In many cases, seeing floaters is no cause for concern; however, the above symptoms could indicate retinal detachment—which, if left untreated, could cause a permanent loss of sight or even blindness.

If the receptionist picks up the phone and hears the main concern is floaters or flashes, she will try to squeeze in the appointment within 24 hours. Expect the pupils to be dilated during your eye exam, so the eye doctor can get a really good look at the peripheral retina to diagnose or rule out a retinal tear or other serious condition, as opposed to a non-vision-threatening condition such as uncomplicated posterior vitreous detachment (quite common) or ocular migraine.

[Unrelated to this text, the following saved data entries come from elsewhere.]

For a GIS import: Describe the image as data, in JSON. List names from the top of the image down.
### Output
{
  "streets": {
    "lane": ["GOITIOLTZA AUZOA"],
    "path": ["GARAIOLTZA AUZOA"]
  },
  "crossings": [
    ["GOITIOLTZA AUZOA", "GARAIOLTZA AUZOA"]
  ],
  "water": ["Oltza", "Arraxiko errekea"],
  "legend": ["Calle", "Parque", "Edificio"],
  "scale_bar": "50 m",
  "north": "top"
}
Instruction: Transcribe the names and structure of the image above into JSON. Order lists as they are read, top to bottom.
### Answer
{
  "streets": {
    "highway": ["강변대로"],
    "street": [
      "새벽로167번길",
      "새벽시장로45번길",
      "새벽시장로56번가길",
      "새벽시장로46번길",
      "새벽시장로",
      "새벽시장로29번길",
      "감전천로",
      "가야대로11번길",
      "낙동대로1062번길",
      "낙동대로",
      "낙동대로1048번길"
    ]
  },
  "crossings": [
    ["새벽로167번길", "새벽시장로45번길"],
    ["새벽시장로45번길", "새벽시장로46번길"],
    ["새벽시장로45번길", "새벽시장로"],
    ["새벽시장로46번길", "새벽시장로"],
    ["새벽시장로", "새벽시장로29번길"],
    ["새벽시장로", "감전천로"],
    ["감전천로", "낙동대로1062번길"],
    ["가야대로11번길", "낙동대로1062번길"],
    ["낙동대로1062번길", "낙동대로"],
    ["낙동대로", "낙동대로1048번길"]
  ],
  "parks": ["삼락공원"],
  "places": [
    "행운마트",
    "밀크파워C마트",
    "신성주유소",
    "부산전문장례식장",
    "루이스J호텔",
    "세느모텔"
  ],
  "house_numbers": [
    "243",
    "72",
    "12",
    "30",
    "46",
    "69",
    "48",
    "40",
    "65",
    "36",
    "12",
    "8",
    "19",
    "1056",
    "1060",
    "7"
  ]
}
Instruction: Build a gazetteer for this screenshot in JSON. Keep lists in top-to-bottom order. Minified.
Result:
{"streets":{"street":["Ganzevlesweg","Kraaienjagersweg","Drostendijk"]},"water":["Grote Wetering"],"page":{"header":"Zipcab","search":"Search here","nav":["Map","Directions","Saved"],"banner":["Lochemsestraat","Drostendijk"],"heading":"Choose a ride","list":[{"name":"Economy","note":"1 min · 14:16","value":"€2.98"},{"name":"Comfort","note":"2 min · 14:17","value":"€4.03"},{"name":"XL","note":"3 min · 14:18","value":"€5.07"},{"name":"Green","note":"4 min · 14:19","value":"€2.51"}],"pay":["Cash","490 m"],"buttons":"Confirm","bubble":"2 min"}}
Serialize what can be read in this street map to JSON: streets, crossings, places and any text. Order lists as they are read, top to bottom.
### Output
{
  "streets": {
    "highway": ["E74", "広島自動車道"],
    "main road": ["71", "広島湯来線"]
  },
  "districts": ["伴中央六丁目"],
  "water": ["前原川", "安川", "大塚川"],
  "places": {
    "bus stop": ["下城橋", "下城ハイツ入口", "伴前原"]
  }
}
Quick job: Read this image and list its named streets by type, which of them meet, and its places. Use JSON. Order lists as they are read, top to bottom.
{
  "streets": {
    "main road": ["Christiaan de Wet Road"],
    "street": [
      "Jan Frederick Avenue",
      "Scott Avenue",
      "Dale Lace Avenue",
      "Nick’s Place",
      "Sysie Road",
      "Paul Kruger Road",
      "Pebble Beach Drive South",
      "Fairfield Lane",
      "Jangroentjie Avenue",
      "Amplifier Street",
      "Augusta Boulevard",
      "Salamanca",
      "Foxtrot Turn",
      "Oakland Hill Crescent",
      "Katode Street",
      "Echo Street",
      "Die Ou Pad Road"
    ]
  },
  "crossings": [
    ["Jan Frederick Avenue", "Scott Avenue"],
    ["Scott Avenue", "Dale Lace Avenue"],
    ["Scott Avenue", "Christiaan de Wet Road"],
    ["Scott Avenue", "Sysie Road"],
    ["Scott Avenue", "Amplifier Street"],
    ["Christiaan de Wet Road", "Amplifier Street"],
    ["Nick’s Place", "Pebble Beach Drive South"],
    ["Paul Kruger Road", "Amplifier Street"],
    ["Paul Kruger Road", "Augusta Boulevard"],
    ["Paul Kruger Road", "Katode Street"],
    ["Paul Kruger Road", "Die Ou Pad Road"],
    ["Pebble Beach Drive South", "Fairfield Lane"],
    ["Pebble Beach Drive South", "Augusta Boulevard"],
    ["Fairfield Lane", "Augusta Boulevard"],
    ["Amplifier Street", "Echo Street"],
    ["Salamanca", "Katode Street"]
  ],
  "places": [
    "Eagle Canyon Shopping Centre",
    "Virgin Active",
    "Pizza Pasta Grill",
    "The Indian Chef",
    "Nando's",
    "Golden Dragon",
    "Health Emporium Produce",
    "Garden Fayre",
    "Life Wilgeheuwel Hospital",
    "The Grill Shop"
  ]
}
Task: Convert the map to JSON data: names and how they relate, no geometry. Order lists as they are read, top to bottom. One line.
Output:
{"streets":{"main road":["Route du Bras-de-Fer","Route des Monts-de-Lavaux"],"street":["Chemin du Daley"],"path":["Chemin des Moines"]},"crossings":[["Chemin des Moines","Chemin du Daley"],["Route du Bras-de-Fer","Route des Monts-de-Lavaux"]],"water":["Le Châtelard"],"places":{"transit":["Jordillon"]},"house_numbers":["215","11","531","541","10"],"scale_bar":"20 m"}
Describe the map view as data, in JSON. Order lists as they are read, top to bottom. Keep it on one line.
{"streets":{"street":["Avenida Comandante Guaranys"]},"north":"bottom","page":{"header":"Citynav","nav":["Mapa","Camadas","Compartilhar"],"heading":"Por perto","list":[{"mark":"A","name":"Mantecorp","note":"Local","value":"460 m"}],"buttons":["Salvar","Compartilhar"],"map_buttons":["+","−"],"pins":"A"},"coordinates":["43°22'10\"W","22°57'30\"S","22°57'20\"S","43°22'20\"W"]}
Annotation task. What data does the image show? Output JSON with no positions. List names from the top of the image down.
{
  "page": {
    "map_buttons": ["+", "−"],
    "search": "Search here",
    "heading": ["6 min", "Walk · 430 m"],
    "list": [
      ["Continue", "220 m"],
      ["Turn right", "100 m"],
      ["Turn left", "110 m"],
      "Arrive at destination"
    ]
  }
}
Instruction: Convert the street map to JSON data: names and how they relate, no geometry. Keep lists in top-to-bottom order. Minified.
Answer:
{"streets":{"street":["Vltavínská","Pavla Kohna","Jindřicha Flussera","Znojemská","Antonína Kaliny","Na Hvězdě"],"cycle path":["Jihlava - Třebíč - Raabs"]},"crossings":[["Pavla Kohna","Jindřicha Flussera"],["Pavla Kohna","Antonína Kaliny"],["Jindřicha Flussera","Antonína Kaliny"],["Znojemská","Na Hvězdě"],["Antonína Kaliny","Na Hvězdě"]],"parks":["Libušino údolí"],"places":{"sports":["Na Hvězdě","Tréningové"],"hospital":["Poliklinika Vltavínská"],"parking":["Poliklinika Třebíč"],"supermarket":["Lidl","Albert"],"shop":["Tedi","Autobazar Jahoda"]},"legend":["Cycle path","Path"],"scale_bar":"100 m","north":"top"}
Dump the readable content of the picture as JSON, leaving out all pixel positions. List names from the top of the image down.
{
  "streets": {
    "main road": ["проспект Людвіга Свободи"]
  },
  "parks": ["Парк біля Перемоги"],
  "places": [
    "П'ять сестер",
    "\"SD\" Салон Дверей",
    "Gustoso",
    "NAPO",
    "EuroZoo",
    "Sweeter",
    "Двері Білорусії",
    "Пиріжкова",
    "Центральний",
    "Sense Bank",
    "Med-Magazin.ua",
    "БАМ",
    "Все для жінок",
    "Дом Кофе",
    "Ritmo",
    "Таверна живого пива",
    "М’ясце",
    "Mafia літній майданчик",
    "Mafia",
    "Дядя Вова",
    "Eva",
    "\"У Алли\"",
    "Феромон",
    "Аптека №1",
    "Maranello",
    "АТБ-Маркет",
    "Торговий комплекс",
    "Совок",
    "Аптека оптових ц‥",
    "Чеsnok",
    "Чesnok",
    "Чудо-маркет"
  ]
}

Can I Get Shingles In My Eye?

The virus known as herpes zoster, commonly known as shingles, can affect the eyes. It is caused when your body’s immunity to the childhood chicken pox virus (the varicella-zoster virus) breaks down. When you lose your immunity to the virus, it becomes reactivated. The virus then progresses along nerves and settles in a localized area somewhere in the body, causing a rash, itching and pain. The shingles’ rash can also result in small blisters called vesicles, which can rupture and cause scarring. Shingles can also result in numbness and long term pain called neuralgia. 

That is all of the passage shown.